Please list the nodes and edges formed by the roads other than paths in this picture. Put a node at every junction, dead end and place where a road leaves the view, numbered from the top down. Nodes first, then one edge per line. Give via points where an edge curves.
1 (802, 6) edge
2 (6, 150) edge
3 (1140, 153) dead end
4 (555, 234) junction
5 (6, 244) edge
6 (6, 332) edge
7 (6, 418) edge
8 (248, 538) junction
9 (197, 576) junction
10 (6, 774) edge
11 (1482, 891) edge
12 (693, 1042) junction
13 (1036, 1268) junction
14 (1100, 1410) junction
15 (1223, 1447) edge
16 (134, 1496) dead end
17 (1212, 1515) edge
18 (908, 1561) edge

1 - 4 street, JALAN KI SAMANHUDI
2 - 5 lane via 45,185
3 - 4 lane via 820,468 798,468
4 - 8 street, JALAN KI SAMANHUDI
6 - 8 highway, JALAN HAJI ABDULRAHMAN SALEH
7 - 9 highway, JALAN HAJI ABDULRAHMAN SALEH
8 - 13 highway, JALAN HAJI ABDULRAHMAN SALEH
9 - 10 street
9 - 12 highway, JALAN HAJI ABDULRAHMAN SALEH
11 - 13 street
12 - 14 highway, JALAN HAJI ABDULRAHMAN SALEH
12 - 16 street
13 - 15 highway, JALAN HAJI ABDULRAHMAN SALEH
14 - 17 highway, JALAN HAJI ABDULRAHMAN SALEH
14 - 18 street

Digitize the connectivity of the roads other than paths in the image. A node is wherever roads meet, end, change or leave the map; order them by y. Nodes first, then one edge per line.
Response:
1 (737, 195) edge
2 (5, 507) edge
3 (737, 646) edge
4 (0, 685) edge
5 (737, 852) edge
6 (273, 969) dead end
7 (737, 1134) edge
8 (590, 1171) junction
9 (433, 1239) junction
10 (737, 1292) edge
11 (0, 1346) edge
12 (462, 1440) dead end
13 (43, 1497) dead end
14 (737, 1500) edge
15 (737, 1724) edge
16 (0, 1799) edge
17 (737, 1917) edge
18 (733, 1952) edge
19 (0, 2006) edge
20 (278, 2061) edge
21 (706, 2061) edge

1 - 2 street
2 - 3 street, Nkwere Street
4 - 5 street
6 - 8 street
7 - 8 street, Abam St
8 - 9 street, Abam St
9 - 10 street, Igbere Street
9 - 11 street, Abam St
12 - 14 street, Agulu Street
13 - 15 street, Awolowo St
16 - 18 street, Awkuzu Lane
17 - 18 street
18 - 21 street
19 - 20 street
+===+
In the answer, each entry from the listing must be transcribed exactly.

**Response for this exercise**
Please list the nodes and edges formed by the roads other than paths in this picture. Put a node at every junction, dead end and place where a road leaves the view, numbered from the top down. Nodes first, then one edge per line. Give via points where an edge curves.
1 (802, 6) edge
2 (6, 150) edge
3 (1140, 153) dead end
4 (555, 234) junction
5 (6, 244) edge
6 (6, 332) edge
7 (6, 418) edge
8 (248, 538) junction
9 (197, 576) junction
10 (6, 774) edge
11 (1482, 891) edge
12 (693, 1042) junction
13 (1036, 1268) junction
14 (1100, 1410) junction
15 (1223, 1447) edge
16 (134, 1496) dead end
17 (1212, 1515) edge
18 (908, 1561) edge

1 - 4 street, JALAN KI SAMANHUDI
2 - 5 lane via 45,185
3 - 4 lane via 820,468 798,468
4 - 8 street, JALAN KI SAMANHUDI
6 - 8 highway, JALAN HAJI ABDULRAHMAN SALEH
7 - 9 highway, JALAN HAJI ABDULRAHMAN SALEH
8 - 13 highway, JALAN HAJI ABDULRAHMAN SALEH
9 - 10 street
9 - 12 highway, JALAN HAJI ABDULRAHMAN SALEH
11 - 13 street
12 - 14 highway, JALAN HAJI ABDULRAHMAN SALEH
12 - 16 street
13 - 15 highway, JALAN HAJI ABDULRAHMAN SALEH
14 - 17 highway, JALAN HAJI ABDULRAHMAN SALEH
14 - 18 street

Digitize the connectivity of the roads other than paths in the image. A node is wherever roads meet, end, change or leave the map; order them by y. Nodes first, then one edge per line.
Response:
1 (737, 195) edge
2 (5, 507) edge
3 (737, 646) edge
4 (0, 685) edge
5 (737, 852) edge
6 (273, 969) dead end
7 (737, 1134) edge
8 (590, 1171) junction
9 (433, 1239) junction
10 (737, 1292) edge
11 (0, 1346) edge
12 (462, 1440) dead end
13 (43, 1497) dead end
14 (737, 1500) edge
15 (737, 1724) edge
16 (0, 1799) edge
17 (737, 1917) edge
18 (733, 1952) edge
19 (0, 2006) edge
20 (278, 2061) edge
21 (706, 2061) edge

1 - 2 street
2 - 3 street, Nkwere Street
4 - 5 street
6 - 8 street
7 - 8 street, Abam St
8 - 9 street, Abam St
9 - 10 street, Igbere Street
9 - 11 street, Abam St
12 - 14 street, Agulu Street
13 - 15 street, Awolowo St
16 - 18 street, Awkuzu Lane
17 - 18 street
18 - 21 street
19 - 20 street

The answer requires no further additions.